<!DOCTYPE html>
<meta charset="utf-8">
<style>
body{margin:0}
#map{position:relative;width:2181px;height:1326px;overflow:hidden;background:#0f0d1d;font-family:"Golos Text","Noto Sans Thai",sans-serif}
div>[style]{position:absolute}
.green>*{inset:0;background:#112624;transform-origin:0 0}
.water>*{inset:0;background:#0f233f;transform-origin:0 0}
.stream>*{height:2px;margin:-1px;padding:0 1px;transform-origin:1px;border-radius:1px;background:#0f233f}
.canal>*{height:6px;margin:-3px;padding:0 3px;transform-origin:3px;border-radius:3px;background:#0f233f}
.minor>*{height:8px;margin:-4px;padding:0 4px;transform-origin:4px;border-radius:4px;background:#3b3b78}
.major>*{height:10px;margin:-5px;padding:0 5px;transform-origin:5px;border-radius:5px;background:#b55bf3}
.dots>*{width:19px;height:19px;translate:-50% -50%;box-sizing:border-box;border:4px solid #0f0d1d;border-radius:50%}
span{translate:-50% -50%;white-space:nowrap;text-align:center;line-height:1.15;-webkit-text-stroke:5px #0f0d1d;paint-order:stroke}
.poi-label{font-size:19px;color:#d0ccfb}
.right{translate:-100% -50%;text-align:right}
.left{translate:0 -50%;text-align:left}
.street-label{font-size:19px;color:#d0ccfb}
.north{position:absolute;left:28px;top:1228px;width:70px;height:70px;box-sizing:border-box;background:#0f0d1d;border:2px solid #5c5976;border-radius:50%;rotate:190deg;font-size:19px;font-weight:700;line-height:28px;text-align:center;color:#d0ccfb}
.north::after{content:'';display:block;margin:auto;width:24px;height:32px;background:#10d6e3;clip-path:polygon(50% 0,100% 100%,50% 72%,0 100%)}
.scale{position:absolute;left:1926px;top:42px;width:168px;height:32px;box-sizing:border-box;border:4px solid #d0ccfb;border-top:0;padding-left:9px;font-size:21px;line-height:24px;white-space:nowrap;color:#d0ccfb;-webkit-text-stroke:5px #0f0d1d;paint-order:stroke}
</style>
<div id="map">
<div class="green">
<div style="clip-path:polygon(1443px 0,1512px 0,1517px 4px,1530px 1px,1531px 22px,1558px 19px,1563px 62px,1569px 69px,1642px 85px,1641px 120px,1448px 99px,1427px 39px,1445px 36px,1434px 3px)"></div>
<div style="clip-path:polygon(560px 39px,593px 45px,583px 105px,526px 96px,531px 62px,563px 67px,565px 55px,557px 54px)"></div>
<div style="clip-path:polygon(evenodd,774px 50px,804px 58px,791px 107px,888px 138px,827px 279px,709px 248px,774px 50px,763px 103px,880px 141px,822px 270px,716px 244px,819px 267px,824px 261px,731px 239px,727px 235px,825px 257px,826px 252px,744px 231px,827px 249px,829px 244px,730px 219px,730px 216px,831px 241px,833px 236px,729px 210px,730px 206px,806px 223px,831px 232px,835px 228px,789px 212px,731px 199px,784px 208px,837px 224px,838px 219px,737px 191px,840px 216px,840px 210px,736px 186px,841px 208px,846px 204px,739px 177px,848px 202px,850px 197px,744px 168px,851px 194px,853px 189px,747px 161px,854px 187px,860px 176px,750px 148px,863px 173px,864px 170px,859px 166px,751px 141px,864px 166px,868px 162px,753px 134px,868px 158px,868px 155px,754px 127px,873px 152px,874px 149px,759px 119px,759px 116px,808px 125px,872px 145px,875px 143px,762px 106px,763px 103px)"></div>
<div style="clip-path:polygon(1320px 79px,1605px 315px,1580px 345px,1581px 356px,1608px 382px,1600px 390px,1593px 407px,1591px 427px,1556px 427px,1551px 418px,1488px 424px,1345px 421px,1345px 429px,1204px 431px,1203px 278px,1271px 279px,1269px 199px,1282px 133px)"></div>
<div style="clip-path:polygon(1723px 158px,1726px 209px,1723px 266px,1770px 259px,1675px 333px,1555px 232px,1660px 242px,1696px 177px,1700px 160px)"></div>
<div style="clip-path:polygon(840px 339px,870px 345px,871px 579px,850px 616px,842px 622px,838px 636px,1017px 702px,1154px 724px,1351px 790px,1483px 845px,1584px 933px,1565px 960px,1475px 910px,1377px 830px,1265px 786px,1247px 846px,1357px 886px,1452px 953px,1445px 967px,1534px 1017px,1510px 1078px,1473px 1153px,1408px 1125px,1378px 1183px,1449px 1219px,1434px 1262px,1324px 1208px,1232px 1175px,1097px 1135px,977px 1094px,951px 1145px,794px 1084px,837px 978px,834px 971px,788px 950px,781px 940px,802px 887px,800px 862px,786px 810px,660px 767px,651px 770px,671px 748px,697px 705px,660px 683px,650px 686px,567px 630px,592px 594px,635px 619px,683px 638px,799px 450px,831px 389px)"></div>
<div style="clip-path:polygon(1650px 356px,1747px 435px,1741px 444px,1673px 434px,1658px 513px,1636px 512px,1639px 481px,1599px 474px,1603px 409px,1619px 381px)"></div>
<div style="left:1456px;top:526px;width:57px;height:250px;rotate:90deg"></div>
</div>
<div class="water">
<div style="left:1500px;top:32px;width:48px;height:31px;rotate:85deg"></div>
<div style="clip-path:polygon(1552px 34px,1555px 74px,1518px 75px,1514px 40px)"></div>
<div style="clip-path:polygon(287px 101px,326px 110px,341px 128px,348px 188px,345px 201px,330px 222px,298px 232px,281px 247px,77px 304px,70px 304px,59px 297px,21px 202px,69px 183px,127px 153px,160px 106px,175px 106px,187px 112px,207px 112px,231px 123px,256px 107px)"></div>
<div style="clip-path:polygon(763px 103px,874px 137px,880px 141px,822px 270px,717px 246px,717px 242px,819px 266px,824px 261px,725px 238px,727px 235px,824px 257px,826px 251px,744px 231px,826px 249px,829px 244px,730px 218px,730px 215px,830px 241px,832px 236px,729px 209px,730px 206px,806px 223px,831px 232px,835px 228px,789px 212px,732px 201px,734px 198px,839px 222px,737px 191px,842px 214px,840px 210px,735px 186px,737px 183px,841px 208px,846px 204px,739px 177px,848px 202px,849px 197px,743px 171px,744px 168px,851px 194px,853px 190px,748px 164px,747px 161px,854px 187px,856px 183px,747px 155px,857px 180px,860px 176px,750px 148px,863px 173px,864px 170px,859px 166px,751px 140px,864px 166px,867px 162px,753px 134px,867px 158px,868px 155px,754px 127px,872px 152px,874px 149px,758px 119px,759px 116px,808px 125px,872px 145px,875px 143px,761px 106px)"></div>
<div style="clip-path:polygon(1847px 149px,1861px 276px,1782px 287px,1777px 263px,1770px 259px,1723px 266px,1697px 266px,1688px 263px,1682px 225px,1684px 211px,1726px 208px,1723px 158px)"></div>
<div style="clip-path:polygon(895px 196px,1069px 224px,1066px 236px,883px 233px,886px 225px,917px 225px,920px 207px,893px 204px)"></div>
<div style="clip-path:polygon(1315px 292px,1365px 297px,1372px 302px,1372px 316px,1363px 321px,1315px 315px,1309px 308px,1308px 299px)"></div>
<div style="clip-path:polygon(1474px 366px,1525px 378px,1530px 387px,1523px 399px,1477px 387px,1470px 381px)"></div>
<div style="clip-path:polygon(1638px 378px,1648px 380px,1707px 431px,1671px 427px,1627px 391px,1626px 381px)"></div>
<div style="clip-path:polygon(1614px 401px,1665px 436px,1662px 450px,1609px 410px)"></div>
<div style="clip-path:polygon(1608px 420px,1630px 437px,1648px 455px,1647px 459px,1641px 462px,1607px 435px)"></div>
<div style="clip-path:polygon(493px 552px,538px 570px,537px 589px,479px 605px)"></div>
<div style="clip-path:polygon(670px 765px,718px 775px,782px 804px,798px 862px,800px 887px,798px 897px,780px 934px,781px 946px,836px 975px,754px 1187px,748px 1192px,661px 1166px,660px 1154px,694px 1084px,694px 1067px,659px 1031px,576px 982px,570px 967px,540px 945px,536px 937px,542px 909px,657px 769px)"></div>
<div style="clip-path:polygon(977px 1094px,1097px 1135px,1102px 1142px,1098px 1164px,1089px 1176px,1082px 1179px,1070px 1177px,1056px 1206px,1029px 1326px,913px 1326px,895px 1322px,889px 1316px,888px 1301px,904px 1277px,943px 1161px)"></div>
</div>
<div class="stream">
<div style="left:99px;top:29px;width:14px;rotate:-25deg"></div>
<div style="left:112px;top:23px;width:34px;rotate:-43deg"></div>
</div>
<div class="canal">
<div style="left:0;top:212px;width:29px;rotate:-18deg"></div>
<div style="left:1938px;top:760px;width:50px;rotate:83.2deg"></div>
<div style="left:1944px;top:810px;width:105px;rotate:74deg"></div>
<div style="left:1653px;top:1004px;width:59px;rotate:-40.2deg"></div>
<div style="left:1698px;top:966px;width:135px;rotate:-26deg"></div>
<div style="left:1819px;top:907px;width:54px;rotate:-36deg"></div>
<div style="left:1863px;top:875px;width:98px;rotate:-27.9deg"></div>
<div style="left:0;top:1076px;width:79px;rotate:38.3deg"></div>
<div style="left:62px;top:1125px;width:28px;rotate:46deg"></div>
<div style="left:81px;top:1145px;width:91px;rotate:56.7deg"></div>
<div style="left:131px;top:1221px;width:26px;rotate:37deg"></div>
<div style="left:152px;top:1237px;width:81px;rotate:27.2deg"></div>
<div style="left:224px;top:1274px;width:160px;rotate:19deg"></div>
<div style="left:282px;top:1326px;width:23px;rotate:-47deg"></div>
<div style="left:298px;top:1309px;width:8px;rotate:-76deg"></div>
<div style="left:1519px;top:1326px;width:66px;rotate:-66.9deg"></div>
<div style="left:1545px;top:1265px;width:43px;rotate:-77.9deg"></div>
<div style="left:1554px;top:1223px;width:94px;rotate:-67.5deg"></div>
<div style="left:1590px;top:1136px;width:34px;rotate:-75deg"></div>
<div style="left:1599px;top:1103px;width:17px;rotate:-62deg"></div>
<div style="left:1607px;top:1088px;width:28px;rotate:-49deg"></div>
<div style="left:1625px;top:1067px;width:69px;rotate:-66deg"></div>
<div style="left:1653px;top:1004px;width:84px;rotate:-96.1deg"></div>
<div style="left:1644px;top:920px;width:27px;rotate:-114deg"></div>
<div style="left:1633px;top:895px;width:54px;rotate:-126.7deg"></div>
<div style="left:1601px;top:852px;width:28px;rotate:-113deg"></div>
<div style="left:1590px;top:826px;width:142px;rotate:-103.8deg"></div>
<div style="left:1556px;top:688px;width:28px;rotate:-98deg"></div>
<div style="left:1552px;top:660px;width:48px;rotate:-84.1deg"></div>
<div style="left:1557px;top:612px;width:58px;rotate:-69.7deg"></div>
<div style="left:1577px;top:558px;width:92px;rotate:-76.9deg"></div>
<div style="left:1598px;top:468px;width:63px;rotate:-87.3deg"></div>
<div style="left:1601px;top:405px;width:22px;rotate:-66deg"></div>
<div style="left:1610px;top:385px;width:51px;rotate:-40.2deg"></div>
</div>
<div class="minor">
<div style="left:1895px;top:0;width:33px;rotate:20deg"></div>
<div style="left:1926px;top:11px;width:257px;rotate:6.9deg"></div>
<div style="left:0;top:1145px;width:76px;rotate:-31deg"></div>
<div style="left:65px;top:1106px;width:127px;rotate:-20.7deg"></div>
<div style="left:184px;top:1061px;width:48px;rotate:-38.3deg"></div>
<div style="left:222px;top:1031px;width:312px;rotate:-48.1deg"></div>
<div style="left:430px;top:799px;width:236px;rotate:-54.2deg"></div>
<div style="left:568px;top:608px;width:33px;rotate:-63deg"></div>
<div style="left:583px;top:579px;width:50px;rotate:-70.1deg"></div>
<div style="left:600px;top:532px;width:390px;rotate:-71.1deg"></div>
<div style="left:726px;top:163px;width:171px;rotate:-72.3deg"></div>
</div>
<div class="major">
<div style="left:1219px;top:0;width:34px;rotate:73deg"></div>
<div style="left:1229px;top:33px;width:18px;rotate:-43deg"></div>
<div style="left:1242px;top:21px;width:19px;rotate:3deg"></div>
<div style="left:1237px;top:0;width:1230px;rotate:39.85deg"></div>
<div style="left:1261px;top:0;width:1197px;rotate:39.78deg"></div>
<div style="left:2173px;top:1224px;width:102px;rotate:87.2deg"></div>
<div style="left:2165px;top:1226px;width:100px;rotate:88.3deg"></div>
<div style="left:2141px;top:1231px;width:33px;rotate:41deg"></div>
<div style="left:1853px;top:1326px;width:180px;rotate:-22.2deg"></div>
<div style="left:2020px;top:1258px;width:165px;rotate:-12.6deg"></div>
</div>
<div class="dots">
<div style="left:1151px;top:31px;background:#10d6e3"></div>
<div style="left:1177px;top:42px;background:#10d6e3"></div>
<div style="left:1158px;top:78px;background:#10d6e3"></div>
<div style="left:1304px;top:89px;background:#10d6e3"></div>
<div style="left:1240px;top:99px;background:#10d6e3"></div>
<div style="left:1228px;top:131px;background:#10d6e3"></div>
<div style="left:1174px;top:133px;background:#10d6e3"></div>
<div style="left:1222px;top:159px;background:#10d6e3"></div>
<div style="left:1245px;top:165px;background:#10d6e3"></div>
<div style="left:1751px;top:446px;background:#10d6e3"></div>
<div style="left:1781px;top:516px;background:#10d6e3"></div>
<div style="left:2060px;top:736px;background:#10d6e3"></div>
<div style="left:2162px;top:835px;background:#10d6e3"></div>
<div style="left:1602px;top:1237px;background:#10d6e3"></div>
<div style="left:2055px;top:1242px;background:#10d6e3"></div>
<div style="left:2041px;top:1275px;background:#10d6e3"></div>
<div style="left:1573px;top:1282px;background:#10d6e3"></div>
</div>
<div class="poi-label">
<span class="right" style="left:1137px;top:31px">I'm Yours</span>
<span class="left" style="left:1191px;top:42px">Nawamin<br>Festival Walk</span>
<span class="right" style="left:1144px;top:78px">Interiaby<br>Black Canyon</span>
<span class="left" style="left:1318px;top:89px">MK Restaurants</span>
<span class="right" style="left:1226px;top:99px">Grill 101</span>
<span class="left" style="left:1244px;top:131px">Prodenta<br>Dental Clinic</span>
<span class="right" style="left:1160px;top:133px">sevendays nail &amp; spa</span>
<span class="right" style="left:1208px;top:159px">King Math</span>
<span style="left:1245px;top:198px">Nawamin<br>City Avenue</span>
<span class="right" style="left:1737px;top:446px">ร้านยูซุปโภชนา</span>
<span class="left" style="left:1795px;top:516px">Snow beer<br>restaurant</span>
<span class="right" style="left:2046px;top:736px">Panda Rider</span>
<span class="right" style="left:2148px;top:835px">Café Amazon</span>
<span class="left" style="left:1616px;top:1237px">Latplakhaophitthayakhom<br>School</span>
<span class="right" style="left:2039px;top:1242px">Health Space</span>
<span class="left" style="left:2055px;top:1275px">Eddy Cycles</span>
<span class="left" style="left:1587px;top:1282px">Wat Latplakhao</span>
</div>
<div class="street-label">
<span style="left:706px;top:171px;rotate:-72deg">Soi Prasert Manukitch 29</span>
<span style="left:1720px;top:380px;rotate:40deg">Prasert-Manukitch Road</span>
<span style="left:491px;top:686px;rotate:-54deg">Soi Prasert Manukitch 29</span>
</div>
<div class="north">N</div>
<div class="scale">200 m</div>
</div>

(Task item)
In how many lines of the data does the string "stream" appear? Only the number should be given.

(Worked solution)
2